Alloys of 2D Transition-Metal Dichalcogenides: Short Intro

Alloys of 2D Transition-Metal Dichalcogenides: Short Intro

Harold Alberto Rojas

Estudiante de Doctorado en Ciencias - Física, Universidad de los Andes

Abstract 1: Transition-metal dichalcogenides (TMD) are composites of the type MX2, with M a transition-metal atom (Mo, W, etc) and X a chalcogen atom (S, Se or Te). TMDs are part of the large family of two-dimensional (2D) materials, which grown in atomically thing layered crystal structures. Interatomic forces between these layers are of Van der Walls form. This feature permits to obtain individual layers from the bulk material. 2D-TMDs have attracted a great deal of interest in recent years because of their possible applications in optoelectronics and clean energy generation, among others. In this seminar I will present a short introduction to the topic of 2D-TMD with a focus on the possibilities opened by alloying these compounds by means of substitutions of chalcogen atoms, M(XxY1−x)2, or transition metal atoms, (MxN1−x)X2, into the structure of the original material MX2.

Quantum Dynamics and Phase Transitions in Low Dimensional Systems

Santiago Higuera

Estudiante de pregrado en Física, Universidad de los Andes

Abstract 2: Low dimensional systems are of great interest in current condensed matter physics, exhibiting new phenomena leading to mesoscopic physics and promises of novel device applications. In this seminar I will review two low dimensional systems: a 0D two-level system under a Landau-Zener (LZ) Hamiltonian and a 1D Wannier-Stark (WS) ladder.
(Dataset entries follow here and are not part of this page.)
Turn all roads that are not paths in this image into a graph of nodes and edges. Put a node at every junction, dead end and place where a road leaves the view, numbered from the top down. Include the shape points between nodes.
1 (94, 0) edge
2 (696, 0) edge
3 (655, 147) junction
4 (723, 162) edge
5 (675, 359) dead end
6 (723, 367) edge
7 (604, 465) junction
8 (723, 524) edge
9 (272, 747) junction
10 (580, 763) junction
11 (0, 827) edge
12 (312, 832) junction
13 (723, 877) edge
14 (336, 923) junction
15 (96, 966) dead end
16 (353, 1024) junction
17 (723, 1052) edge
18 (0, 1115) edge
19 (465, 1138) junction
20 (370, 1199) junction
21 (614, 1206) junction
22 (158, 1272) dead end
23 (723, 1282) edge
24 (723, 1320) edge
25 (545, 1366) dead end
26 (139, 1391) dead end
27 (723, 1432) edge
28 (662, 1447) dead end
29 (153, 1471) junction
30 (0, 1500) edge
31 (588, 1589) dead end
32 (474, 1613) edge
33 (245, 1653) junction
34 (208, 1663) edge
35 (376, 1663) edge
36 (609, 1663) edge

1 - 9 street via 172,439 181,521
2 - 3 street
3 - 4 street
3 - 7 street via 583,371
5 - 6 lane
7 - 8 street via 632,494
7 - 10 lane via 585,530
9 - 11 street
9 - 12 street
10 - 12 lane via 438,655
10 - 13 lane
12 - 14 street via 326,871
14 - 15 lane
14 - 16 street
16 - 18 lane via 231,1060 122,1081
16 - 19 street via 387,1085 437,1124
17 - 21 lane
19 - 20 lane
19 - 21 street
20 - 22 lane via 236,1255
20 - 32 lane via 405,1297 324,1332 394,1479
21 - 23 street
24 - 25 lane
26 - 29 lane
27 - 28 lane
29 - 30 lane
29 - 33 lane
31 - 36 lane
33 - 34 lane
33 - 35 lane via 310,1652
The LZ model describes the time evolution of a two-level system under a linear time-dependent Hamiltonian and is the simplest case to evidence the Kibble-Zurek mechanism (KZM), a non-equilibrium model that describes the formation of topological defects across a phase transition and predicts a scaling in topological defect density with the quench rate. First, there will be an introduction to the KZM and presentation of results obtained from simulations on real IBM Quantum computers that validate the main KZM prediction. In second place, I will introduce the WS ladder model of electrons in a crystalline solid under an electric field using the tight-binding approximation and simulations of the quantum dynamics of single and many bodies in this system.